空は青い。この青さは空が青さという性質を所持しているということや太陽光が実は青さを持っているといことを意味しない。太陽光が持つ光の波長のうち我々の視覚が青を認識しているだけだ。などという初等教育過程のうちに身につけた知識を寝転びながらぼんやりと眺めていた。そんな取り留めもないことを考えていると、気配を殺しながら近づいてきている人間に気がつく。「少佐殿、職務中ですのでお戻りください。」と20才前後の男が少し苛立ちながら催促してきた。見上げてみると、須長春樹という男が見下ろしている。体格は175cmほどで筋肉質で顔には怪訝な表情はあるものの端正な顔立ちをしておりこの中性的な顔立ちならアイドルとしてでも十二分にやっていけることだろう。「大変申し訳ない、まだここへ来て間もないため道に迷ってしまいました。」フンと半角カタカナみたいな擬音後が聞こえた気がする気もするがたぶん気のせいだと思う。海が岩壁にぶつかる音と海風の音がさざめき音と沈黙がしばし流れたあと、沈黙に耐えきれなくなったのか、「行きましょう、送っていきますから」と須長の提案を受け入れ、透明な半月板の上に腰を掛けたその後半月板の横のアームのようなもので行く先を設定している。ちょうど2020年で言えば透明なソファの横にトイレのビデとか設定するような装置に近似しているかもしれない。そんなことを思い出しているうちに設定が終わり、椅子と呼ばれるその物体は磁力によって浮遊して目的地まで運んでくれるようだ。「なぜ音声認識で設定しないのだね?」と訪ねると、「こんな僻地に送られるものは旧式ですから、そういった不具合も多少ありますね、安心してください。目的地にはたどり着きますから」と業務上最低限の会話のみが行われた。
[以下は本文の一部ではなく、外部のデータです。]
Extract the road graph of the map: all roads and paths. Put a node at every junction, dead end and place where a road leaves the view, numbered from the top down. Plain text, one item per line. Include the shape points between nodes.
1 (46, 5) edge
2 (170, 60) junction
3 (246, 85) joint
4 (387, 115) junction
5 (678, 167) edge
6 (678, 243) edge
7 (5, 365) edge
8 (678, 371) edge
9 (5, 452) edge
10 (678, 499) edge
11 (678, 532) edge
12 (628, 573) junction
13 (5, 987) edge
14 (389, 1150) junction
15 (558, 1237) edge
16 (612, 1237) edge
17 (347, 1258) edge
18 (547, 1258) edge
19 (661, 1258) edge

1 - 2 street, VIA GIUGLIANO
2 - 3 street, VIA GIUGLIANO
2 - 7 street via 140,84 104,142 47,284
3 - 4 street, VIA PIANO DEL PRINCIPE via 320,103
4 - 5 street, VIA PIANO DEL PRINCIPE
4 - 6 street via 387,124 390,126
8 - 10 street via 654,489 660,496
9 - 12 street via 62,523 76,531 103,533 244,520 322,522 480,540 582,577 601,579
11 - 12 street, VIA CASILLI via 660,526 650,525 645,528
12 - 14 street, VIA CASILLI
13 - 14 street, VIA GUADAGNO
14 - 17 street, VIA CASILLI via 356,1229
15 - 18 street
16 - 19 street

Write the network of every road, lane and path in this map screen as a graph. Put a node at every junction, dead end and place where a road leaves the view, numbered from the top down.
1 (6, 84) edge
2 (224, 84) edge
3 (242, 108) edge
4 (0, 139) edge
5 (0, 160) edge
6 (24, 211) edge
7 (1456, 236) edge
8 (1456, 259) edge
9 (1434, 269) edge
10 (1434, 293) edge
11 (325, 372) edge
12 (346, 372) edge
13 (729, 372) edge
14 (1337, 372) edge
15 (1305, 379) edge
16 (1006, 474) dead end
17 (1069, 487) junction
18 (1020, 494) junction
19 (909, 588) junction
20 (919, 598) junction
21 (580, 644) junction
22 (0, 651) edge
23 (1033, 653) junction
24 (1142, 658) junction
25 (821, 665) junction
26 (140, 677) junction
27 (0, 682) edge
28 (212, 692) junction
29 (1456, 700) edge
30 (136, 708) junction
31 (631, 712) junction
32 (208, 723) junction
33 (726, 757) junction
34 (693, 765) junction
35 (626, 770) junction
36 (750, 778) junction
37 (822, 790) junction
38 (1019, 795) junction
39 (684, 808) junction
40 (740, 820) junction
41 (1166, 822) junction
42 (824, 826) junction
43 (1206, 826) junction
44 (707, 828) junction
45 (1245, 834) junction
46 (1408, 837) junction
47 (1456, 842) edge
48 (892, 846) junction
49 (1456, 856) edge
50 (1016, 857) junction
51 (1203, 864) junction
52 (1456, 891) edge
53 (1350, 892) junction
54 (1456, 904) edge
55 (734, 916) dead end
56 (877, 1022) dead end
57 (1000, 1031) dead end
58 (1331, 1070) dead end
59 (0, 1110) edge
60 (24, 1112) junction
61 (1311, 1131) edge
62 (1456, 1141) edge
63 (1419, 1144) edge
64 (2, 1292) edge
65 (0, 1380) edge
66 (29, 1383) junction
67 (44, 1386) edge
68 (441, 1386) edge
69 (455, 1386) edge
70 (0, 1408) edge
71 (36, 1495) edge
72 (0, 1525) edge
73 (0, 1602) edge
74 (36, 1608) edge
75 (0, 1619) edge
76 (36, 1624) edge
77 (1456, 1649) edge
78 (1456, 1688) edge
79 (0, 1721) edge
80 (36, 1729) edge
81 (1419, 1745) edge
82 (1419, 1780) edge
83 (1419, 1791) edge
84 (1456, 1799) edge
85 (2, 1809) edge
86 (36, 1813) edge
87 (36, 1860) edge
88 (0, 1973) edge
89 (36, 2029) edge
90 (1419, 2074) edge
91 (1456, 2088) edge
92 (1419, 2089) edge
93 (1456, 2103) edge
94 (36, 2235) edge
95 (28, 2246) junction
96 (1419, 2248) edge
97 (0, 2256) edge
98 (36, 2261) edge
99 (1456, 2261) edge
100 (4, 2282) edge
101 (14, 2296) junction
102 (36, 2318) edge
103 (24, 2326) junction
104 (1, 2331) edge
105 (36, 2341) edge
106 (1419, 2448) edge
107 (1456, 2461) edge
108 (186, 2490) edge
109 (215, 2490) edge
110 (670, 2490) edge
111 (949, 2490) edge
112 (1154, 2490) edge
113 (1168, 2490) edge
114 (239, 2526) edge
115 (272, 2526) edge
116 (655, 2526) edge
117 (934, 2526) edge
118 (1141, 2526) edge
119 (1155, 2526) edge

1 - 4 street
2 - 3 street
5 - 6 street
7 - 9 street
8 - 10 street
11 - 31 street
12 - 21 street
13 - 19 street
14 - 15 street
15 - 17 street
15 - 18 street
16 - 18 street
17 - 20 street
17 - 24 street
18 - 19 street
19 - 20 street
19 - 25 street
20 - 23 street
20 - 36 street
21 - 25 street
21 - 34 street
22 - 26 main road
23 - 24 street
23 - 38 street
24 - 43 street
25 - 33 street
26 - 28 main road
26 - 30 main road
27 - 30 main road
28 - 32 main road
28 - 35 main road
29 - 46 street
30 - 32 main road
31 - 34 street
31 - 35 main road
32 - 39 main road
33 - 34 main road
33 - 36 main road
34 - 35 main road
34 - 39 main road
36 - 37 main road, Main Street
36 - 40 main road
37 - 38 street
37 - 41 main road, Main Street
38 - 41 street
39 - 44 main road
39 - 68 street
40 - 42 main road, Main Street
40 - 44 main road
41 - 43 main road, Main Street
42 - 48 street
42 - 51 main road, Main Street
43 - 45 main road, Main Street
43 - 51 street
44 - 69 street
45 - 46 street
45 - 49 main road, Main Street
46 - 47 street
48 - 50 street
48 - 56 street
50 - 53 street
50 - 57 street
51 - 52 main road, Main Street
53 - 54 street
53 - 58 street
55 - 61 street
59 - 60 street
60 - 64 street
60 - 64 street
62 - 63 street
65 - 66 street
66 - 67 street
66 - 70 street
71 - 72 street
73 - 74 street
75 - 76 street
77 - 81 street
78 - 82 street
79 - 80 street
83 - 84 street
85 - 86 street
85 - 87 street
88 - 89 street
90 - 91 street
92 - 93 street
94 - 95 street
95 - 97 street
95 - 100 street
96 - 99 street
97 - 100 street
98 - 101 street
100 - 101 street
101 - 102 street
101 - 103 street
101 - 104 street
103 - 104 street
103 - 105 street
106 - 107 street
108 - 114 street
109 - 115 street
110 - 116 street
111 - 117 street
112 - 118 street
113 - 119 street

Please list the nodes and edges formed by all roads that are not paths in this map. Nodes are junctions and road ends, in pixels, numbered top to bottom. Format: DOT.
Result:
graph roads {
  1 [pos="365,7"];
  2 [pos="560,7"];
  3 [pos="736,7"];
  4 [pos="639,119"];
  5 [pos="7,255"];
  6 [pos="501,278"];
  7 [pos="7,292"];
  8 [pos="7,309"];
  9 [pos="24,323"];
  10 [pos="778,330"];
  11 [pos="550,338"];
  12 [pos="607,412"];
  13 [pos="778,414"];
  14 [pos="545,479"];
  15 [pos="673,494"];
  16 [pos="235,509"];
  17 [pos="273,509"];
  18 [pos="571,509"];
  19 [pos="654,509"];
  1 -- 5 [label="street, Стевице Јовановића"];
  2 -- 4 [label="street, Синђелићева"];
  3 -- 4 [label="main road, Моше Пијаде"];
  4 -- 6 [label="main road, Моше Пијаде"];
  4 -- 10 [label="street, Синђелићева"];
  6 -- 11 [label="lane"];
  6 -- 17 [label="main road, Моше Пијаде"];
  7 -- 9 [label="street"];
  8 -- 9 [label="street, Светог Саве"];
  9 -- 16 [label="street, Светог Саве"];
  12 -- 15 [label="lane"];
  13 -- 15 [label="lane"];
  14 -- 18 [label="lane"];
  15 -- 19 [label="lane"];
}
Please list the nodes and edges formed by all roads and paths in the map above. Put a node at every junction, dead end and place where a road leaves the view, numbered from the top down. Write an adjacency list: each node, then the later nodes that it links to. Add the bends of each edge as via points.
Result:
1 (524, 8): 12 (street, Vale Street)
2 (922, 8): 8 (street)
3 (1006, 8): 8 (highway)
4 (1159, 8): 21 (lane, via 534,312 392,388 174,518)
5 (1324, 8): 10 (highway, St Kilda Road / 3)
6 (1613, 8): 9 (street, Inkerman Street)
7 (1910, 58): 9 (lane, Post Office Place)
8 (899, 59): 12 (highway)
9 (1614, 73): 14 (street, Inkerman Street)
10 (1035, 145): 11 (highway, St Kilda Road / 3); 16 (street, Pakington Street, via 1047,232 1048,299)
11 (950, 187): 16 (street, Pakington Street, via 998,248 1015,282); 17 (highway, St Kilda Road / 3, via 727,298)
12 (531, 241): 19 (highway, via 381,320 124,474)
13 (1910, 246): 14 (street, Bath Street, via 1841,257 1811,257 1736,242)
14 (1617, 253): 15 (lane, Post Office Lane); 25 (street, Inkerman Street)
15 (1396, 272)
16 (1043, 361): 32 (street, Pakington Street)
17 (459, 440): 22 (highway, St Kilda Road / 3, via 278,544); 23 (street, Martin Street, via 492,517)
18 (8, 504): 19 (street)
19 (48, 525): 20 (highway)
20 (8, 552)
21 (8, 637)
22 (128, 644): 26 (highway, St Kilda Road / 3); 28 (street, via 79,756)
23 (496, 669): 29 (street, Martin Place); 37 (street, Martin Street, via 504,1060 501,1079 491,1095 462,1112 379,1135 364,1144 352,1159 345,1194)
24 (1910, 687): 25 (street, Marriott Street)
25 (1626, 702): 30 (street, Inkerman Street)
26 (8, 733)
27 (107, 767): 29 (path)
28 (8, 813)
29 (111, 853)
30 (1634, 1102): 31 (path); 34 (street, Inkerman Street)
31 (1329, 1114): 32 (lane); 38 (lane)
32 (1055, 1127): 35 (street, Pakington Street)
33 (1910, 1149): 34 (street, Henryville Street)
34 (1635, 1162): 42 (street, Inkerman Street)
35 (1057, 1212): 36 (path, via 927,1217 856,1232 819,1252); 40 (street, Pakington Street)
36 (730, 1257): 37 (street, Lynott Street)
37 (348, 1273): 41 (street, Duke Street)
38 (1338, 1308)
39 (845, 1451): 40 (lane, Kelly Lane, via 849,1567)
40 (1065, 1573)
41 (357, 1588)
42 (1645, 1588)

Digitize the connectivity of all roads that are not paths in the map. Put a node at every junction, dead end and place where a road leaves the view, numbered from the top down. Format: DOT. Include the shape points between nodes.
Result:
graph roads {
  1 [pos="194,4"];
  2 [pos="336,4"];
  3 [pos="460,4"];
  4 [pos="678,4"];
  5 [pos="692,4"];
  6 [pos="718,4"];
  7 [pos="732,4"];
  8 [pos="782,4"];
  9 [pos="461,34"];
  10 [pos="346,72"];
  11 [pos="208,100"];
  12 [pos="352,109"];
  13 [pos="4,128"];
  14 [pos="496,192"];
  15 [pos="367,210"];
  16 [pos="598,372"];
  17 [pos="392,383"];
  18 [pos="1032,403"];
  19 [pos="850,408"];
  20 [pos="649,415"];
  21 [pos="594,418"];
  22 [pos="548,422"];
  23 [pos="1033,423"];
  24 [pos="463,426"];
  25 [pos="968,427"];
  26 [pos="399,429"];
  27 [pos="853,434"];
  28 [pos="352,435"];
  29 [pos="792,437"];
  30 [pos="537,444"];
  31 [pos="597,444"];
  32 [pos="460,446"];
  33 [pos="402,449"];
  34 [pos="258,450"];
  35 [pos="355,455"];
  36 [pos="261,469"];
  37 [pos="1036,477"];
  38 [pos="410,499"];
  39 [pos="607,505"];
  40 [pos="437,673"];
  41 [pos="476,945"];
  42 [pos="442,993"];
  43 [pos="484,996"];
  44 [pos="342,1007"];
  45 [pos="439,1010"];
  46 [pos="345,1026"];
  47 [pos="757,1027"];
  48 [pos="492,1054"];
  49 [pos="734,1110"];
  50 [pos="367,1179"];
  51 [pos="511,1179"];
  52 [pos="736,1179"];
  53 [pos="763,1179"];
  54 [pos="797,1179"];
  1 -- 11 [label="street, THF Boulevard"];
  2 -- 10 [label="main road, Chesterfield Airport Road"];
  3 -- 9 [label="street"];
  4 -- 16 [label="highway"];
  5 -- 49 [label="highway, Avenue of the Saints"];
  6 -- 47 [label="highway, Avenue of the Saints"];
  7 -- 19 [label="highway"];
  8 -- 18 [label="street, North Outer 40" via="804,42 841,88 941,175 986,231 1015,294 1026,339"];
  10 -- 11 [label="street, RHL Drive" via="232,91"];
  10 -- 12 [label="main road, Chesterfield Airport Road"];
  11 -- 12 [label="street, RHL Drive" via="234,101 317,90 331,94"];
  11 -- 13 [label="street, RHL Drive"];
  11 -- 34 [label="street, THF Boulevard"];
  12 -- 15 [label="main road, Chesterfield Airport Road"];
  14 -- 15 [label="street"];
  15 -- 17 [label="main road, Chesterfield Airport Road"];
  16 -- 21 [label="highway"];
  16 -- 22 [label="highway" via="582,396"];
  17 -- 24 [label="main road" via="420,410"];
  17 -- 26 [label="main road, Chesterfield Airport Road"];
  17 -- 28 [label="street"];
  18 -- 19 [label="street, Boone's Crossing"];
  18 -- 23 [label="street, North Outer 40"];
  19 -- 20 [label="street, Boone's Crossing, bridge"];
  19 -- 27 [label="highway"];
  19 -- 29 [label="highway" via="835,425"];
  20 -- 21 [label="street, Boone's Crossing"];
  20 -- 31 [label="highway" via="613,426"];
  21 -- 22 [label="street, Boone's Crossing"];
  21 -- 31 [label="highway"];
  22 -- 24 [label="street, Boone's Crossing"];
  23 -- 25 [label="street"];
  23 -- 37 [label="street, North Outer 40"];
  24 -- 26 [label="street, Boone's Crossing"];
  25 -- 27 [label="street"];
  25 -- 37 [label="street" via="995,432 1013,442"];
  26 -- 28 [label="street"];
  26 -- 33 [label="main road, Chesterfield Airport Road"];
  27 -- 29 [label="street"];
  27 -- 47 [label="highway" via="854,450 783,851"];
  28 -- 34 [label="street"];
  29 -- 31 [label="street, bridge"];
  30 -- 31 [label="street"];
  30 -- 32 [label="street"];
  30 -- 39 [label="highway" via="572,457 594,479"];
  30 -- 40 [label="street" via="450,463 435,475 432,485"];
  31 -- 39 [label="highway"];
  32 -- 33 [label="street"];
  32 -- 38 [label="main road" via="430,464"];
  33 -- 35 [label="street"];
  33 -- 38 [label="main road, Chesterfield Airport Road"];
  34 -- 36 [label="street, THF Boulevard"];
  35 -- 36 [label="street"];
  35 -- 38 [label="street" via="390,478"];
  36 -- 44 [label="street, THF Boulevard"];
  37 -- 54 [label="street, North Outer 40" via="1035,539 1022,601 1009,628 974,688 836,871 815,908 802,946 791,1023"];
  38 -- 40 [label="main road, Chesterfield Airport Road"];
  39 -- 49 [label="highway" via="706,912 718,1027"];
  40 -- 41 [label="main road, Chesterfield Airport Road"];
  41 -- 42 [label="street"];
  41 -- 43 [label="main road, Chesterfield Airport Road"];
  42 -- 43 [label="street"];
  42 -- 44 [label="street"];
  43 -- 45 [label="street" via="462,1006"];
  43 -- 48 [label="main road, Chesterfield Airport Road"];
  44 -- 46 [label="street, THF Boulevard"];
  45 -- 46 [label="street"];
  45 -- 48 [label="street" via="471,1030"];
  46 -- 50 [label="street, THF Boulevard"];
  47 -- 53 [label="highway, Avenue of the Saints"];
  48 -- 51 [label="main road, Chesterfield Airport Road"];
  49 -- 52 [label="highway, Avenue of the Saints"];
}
この装置の技術は現在では"かつて"、といってもキリスト歴がまだ使われていた時代のもので、先進諸国以上に発展途上国で普及している技術だ、道を舗装する必要がない以上コストが減るしどこへでも走行できるのは魅力的な装置だと言える。当初は事故もないわけではなかったものの今では全くもって事故は起きない。空の青さは私たちの世界がかつてとなんら変わらないことを示しているがそれは人間という存在がいかにとるに足りない存在かを残酷にも示しているかのようにも見えた。